Our View: Africa celebrates victory over Ebola

It was such an inspiring moment to watch a nation celebrate the end of the killer disease, Ebola over the weekend.

Ebola has for years claimed millions of lives in the West African country of Sierra Leone and scared the world, but the concerted efforts of the government and all its people eventually claimed victory.

It’s a triumph which needs to be emulated by all other nations.
I thought about us on the home front who are faced by HIV/Aids in which our government spends billions of rand in an effort to eradicate it.

I have often heard people say that we cannot completely eradicate HIV/Aids, but only moderate its effect. I wonder how that is possible when a disease which has been declared to be more dangerous has finally been overcome in Sierra Leone.

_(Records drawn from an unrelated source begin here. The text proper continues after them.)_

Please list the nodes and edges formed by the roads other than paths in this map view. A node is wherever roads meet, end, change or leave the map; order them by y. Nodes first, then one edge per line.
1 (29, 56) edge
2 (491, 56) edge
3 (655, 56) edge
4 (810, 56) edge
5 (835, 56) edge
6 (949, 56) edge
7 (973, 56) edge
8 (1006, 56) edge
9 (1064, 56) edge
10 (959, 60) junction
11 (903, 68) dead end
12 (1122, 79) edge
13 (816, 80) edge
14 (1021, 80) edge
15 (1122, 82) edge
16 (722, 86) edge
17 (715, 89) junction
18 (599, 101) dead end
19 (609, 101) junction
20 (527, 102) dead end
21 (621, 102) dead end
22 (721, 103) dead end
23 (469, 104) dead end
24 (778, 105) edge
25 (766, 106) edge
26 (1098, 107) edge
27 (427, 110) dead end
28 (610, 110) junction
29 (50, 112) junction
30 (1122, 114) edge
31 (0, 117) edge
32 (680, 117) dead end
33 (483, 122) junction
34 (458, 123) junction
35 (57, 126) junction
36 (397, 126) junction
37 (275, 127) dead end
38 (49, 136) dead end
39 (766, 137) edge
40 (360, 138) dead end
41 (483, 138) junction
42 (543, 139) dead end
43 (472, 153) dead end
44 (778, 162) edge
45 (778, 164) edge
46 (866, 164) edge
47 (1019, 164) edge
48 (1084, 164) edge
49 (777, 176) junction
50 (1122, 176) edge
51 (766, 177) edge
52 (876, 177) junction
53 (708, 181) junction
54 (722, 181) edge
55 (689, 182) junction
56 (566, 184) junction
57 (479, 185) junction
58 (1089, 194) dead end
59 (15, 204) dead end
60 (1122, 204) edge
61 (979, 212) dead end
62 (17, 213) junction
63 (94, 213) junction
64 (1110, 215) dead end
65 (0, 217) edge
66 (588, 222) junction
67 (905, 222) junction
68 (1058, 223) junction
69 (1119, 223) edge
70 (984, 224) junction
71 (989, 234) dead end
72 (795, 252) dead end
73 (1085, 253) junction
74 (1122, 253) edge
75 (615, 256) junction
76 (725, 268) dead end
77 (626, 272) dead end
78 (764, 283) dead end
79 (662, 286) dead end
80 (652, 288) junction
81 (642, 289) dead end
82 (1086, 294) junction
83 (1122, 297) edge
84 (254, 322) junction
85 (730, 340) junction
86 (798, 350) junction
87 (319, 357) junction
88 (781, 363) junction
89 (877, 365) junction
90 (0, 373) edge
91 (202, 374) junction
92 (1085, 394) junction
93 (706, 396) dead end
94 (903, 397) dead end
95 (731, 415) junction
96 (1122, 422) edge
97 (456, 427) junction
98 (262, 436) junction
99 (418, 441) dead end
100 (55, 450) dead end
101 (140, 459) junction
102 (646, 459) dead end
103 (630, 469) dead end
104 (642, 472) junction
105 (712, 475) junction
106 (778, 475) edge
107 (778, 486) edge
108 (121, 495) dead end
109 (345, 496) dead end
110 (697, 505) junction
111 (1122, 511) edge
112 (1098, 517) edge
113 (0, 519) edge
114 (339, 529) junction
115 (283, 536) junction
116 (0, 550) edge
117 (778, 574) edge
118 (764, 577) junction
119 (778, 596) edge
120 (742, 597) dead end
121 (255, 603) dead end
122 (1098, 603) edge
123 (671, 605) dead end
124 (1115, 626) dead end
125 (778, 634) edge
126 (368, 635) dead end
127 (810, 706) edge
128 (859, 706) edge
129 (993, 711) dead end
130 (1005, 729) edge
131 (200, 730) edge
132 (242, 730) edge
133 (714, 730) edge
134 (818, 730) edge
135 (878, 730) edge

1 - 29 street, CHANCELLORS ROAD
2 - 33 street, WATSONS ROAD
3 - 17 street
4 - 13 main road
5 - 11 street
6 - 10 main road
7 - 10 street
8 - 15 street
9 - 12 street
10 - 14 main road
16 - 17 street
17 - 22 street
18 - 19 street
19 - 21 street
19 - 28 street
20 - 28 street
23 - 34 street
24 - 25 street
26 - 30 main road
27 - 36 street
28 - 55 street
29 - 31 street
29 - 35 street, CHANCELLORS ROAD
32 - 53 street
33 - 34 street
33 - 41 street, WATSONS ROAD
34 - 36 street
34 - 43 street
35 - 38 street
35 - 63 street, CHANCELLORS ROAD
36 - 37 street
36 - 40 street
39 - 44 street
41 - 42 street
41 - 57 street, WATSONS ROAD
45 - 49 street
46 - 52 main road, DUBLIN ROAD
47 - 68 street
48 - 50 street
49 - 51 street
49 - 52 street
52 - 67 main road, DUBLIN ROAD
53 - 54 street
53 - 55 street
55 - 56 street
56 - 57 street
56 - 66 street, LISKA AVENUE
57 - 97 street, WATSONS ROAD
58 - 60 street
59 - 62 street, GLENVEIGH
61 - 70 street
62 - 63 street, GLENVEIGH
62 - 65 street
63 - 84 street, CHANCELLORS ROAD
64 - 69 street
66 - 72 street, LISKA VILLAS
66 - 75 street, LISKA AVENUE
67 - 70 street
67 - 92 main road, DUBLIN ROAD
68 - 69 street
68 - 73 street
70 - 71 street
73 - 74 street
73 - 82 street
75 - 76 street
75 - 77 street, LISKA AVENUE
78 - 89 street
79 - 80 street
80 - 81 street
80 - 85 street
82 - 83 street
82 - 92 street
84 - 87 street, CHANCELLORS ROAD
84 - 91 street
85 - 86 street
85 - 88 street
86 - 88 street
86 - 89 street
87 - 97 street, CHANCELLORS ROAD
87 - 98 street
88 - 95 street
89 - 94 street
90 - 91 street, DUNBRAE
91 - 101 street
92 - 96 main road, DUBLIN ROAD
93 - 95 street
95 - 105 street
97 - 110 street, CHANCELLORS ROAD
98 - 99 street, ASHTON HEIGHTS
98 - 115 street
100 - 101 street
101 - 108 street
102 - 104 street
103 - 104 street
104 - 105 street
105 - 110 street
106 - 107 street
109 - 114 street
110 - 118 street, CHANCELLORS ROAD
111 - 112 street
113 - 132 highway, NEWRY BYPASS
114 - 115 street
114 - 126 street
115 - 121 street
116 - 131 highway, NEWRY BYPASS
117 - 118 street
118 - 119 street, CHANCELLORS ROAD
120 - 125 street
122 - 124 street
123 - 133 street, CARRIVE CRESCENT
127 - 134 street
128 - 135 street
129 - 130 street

Last Thursday I had the opportunity to interact with the deputy chairperson of the Mpumalanga Aids Council who deputises for the premier, Bishop Mlondolozi Mthembu who is also the chairperson of the Civil Society Forum, an organisation comprising representation of all sectors of society which tackles HIV/Aids in the province.

The Bishop was in the company of the head of Mpac Ms Nomusa Ndobe. I was impressed with the amount of comprehensive plans they have at their disposal to tackle, head-on, HIV/Aids throughout the province.

Efforts are there, but they find an unwilling society to tackle it together. If our society cared to meet their efforts halfway, there wouldn’t be those astronomical statistics on the disease on a daily basis.

We still have a high number of teenage pregnancies when there are birth- control measures and family planning in place through female and male condoms in supply at all health centres, free of charge.
Each year when we celebrate World Aids Day, shocking figures of the escalating effect of the disease in society are revealed.

Methinks we shouldn’t even declare December 1 as a celebration of awareness of the dreaded disease.

It is encouraging to hear of the intensified efforts to rid society of this scourge and it is embedded upon all structures to take up this fight and tackle all issues concerning the disease, then we can win the war. We need to get rid of taverns near schools.

We also need to get rid of the high number of taverns in existence in townships and villages, which incidentally outnumber schools, churches and health centres. This needs to be seriously regulated.

Enough has been said, all we need is action that has to be positively received and acted upon by society and as a whole, then we shall be victorious in the battle against HIV/Aids.